About

Valarie Kaur is an award-winning filmmaker, legal advocate, theologian, and public speaker.  A third-generation Sikh American, she is founding director of Groundswell, a social action initiative at Auburn Theological Seminary committed to building the  multifaith movement for justice. Combining storytelling and advocacy, Valarie leads national campaigns on urgent social challenges facing her generation, including religious pluralism, immigrant rights, prison reform, LGBT equality, and economic justice. As a legal advocate, Valarie recently clerked on the Senate Judiciary Committee, traveled to Guantanamo to report on the military commissions, and represented Latino residents in a prominent campaign against racial profiling in East Haven, CT. Her award-winning Divided We Fall (2008) earned national attention as the first feature documentary on hate crimes following September 11, 2001. She has been invited to speak on her work in 200 U.S. cities and major media outlets such as CNN, MSNBC’s the Rachel Maddow Show, NPR, BBC, and the New York Times. 

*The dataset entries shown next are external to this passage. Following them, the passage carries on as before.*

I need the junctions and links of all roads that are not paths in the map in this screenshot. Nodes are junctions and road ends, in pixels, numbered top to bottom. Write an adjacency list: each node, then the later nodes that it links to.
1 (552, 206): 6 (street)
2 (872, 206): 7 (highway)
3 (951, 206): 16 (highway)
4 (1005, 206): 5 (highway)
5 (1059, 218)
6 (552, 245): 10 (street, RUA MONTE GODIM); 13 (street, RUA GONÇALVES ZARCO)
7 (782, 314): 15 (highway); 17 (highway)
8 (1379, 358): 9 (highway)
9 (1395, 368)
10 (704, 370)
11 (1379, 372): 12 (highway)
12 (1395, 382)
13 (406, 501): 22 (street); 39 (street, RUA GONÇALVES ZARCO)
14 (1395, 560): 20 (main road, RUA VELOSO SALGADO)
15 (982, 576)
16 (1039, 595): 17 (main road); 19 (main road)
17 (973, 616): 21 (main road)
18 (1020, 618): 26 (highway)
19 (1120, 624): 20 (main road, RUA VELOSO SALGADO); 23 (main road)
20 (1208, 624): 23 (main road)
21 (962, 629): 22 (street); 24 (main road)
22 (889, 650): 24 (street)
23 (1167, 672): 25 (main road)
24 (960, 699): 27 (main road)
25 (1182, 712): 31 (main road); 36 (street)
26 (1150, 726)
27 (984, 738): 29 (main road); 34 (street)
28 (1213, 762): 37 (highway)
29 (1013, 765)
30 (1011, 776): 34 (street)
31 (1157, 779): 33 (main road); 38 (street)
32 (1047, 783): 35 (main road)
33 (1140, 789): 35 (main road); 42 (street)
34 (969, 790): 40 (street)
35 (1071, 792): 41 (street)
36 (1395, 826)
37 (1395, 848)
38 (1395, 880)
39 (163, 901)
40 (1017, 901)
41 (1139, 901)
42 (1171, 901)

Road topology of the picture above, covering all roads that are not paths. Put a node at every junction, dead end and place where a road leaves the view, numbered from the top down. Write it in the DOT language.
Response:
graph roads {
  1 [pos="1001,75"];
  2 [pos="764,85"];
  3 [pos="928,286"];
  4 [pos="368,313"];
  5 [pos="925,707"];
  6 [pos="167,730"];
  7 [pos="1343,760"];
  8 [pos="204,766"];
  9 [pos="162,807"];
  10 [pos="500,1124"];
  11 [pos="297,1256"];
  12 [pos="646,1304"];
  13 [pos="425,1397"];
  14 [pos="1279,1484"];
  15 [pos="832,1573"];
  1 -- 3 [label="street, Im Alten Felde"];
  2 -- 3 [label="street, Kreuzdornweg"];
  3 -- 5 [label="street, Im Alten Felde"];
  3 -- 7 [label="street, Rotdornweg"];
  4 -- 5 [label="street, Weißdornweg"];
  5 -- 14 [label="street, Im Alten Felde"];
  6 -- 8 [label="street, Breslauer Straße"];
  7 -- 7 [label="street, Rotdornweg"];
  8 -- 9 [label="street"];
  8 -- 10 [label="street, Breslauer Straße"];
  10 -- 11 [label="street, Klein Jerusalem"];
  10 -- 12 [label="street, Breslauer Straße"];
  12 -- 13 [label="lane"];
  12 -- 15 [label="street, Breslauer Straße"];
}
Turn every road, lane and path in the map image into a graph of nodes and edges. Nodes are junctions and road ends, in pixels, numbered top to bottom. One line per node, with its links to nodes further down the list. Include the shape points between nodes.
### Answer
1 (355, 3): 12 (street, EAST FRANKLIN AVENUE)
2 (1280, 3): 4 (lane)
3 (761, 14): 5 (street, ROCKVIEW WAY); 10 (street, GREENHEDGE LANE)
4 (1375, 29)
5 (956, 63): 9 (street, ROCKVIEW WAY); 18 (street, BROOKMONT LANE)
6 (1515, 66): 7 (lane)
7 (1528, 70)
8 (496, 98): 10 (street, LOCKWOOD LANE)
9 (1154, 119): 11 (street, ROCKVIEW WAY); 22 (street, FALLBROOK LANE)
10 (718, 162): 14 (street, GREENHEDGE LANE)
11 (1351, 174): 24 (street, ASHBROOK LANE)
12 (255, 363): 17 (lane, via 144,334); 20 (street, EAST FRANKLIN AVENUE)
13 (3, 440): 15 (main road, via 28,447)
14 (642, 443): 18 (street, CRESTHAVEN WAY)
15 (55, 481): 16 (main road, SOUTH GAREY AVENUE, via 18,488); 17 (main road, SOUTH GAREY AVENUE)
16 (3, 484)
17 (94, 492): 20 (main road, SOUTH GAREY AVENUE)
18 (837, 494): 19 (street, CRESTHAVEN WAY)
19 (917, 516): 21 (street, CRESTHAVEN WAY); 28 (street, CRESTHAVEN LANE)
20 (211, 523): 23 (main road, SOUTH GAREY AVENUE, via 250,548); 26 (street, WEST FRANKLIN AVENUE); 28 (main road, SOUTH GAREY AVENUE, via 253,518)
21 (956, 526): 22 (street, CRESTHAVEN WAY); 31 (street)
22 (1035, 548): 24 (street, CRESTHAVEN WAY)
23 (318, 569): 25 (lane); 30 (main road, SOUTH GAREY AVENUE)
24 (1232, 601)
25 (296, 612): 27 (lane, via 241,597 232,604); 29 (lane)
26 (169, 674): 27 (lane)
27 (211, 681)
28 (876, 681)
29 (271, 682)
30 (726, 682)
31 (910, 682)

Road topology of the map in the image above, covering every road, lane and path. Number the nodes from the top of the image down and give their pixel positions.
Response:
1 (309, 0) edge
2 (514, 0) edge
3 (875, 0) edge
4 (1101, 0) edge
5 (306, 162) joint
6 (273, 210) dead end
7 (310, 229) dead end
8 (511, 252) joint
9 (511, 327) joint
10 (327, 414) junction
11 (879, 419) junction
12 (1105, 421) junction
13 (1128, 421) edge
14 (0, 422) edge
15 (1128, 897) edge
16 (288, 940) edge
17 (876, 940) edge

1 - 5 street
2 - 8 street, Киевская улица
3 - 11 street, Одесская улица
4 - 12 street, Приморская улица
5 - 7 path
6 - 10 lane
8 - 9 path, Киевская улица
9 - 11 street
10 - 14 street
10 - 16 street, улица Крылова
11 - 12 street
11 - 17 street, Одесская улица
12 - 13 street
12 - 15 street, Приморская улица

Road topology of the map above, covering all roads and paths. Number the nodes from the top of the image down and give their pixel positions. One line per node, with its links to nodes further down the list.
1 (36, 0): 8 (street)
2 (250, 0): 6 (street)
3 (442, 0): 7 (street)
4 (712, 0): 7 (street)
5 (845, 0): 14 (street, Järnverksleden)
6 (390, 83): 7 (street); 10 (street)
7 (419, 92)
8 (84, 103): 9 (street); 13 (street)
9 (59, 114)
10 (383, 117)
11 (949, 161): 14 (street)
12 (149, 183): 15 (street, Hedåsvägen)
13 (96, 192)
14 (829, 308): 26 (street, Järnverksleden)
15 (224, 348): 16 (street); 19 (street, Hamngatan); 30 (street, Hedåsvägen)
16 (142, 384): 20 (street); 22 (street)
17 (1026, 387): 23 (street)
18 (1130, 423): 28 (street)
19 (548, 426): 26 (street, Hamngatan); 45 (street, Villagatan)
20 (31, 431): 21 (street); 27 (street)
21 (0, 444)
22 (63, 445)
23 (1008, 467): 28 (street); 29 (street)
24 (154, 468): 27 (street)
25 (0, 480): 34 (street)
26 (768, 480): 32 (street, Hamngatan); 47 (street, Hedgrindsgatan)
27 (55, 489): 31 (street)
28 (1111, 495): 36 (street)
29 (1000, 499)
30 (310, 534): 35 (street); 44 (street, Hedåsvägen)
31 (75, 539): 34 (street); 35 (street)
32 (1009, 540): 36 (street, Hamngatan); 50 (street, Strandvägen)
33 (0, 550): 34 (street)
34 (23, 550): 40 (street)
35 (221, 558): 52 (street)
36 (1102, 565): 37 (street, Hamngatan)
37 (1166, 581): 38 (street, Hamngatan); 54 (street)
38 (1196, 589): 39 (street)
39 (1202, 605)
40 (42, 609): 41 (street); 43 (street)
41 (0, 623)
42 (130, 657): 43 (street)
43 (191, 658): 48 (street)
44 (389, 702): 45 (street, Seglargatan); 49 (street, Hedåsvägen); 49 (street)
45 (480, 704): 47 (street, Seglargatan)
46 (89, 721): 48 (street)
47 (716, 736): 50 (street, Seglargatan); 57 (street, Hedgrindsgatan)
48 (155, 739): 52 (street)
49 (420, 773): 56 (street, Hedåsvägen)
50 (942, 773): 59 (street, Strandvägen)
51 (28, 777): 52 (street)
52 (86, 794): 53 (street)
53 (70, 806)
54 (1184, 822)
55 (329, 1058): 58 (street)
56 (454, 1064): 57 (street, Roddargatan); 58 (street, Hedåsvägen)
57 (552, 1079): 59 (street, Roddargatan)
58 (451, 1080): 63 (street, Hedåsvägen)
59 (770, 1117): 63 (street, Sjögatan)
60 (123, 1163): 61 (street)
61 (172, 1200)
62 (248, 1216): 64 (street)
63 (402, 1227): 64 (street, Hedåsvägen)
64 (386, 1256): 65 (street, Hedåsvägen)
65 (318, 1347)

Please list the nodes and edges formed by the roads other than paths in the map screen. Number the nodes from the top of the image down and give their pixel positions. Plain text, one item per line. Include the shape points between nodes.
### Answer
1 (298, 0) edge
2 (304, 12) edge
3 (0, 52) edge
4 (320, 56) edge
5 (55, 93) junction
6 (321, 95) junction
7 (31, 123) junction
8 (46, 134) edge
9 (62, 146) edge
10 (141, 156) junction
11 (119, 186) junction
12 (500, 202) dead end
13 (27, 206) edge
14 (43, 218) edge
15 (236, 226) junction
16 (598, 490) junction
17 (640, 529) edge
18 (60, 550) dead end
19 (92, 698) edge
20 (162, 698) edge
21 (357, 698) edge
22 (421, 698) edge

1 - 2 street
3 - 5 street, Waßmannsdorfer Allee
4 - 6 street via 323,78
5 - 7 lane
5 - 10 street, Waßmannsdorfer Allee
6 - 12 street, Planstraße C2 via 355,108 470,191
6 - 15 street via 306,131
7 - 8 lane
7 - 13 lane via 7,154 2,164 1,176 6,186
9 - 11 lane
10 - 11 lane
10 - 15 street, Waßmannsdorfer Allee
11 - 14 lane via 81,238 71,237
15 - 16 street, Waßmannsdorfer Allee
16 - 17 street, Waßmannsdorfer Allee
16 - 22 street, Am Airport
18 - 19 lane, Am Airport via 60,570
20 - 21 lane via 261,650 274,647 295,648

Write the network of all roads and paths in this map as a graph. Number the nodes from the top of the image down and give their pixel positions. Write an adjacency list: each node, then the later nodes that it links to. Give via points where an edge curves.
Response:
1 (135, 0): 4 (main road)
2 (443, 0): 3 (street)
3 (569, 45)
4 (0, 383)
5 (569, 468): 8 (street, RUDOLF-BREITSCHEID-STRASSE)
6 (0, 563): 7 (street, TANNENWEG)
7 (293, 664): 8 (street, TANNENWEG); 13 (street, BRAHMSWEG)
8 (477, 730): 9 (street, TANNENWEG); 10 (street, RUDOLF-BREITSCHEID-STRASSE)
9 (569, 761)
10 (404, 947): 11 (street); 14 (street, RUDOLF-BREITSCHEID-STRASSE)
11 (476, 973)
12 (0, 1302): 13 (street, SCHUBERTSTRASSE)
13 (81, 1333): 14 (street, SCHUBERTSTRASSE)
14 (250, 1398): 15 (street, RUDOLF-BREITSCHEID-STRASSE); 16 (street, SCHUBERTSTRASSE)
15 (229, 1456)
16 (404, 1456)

Valarie earned bachelors degrees in religion and international relations at Stanford University, masters in theological studies at Harvard Divinity School, and a law degree at Yale Law School, where she currently trains students in the art of visual advocacy as founding director of the Yale Visual Law Project Recent films in law and justice include Alienation (2011) on immigration raids, Stigma (2011) on stop-and-frisks, and Supermax (coming summer 2012) on the prison industrial complex.

Valarie has been called “a woman of extraordinary courage and vision,” aninspiring millennial,” and one of the most exceptional speakers/thinkers in the new generation of public intellectuals.  She takes all as compliments that reflect her outstanding team of co-conspirators.